Ma dove sarebbero finiti questi soldi pubblici? Secondo le accuse del pm Giovanna Lebboroni, c’è di tutto. Massimo Binci (presidente del gruppo monoconsiliare Sinistra Economia e Libertà) avrebbe speso migliaia di euro per farsi rimborsare trasferte, benzina e soggiorni in albergo, pagati anche ad un vecchio compagno dell’ex Pci che poco avrebbe a che fare con l’attività consiliare e con la Regione. E poi dovrà anche spiegare perché far pagare alla Regione un corso di francese costato 56 euro. L’inchiesta coinvolge tutti, anche il presidente della Regione Gian Mario Spacca, a cui viene contestata la spesa di 700 euro in un negozio di ottica. Poi c’è il consigliere Franco Capponi (Forza Italia, poi Ppe-Pdl), che nel 2008 avrebbe ceduto ai peccati di gola spendendo migliaia di euro per confezioni natalizie con dentro ogni ben di Dio: formaggi, miele, torte, mostarda, vini, spumanti, dolciumi, liquori, olio tartufato e persino lardo di Colonnata. Ha preferito la tecnologia il consigliere Mirco Ricci (Ds, poi L’Ulivo e oggi Partito Democratico), a cui le fiamme gialle contestano una fattura di quasi 2mila euro per un pc di ultima generazione. Sarà interessante capire come farà Paolo Eusebi (Italia Dei Valori) a spiegare l’importanza istituzionale di una cena da Mc Donald’s, 3 bottiglie di Verdicchio e un pacchetto di sigarette. Un acquisto non meno particolare di quello di Dino Latini (Api - Liste Civiche Italia), che si è fatto rimborsare un frigo. E un frigo da tavolo lo ha comprato anche il consigliere Franco Sordoni (Italia dei Valori) per 180 euro. Più piccante invece il rimborso chiesto da Raffaele Bucciarelli (Federazione della Sinistra Pdci-Prc), che avrebbe speso 16,80 euro per il libro “Il piacere delle donne”, utile per conoscere la sessualità femminile ma meno utile alle politics regionali. Lo stesso Bucciarelli che, sempre secondo gli inquirenti, avrebbe speso migliaia di euro per far stampare volantini e manifesti per eventi politici, come quello del 2010 intitolato, neanche a dirlo, “La questione morale”, in cui fu ospite Oliviero Diliberto. Ipotesi anche per l'assessore Maura Malaspina (Udc), che nel 2010 avrebbe speso più di 2mila euro per una cena da 20 invitati, tra cui anche dei bambini. Tutti appuntamenti e acquisti che per gli investigatori non hanno mai avuto nulla che vedere con l’attività politica e il ruolo di chi era stato investito di quel ruolo. 

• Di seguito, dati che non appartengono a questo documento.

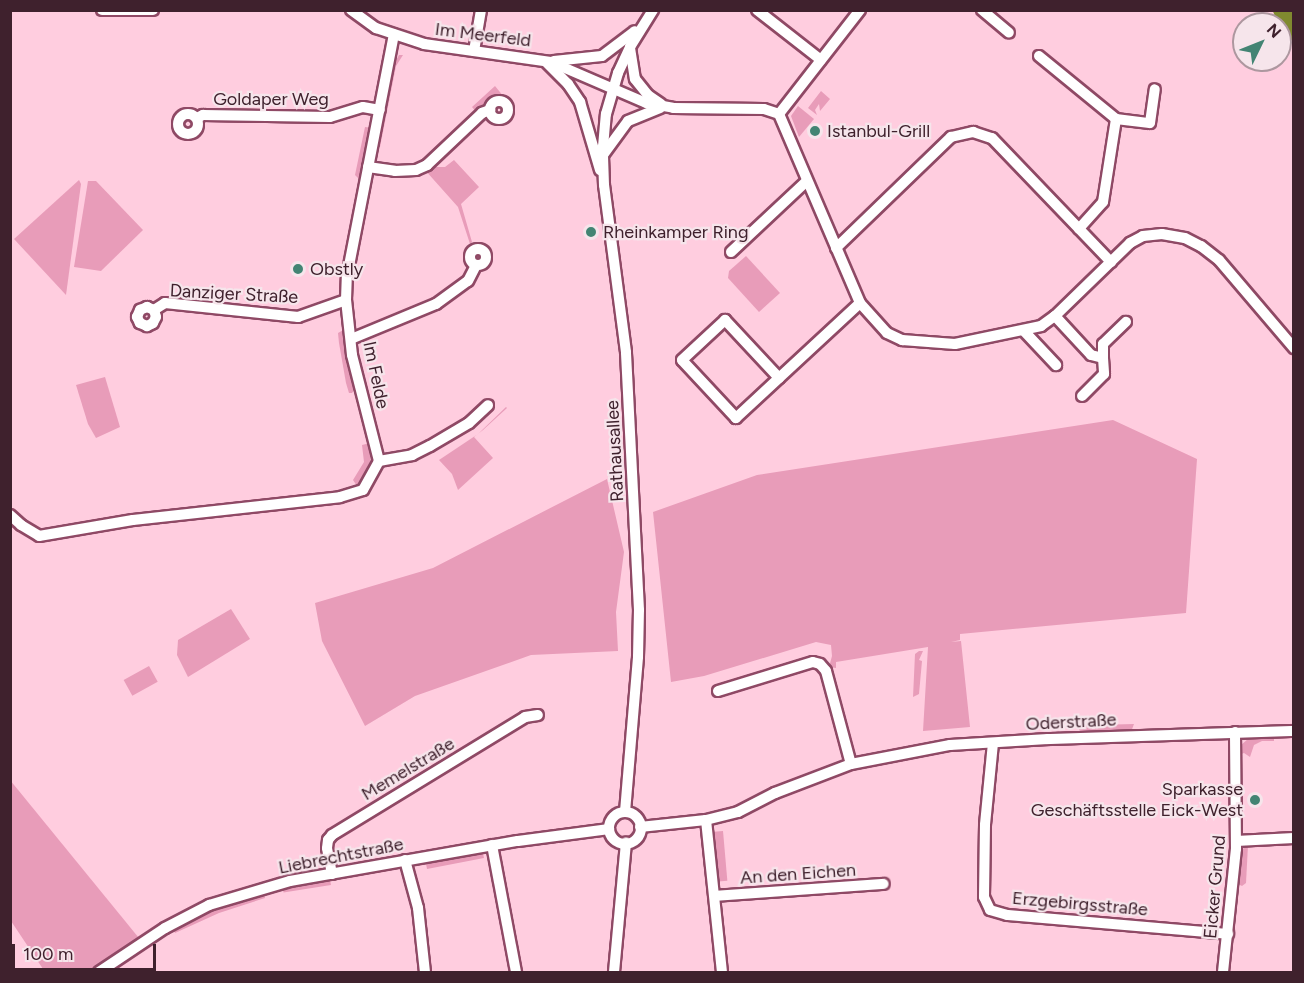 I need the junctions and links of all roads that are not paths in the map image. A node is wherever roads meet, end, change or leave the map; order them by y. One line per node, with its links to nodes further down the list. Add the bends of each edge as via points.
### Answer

Al di là di tutto c’è la posizione più difficile, che è quella dell’assessore Paola Giorgi, a cui viene contestato di aver fatto finta di risiedere a Matelica, quando in realtà avrebbe vissuto ad Ancona, per avere gioco facile nei rimborsi di trasporto. 

Il resto è un fiume in piena di rimborsi per viaggi, soggiorni fuori regione, benzina, convegni, pedaggi autostradali, parcheggi a pagamento, stampa di manifesti e volantini politici, diritti di affissione, ricariche telefoniche, beneficenza, francobolli, cene con parenti, pranzi, creazione e gestione di siti web. Tutto a spesa del contribuente. E guardando quanto emerso dalle inchieste delle altre regioni, più che di spese folli si potrebbe parlare di inopportuni peccati di avarizia, che ora inguaiano non poco i politici.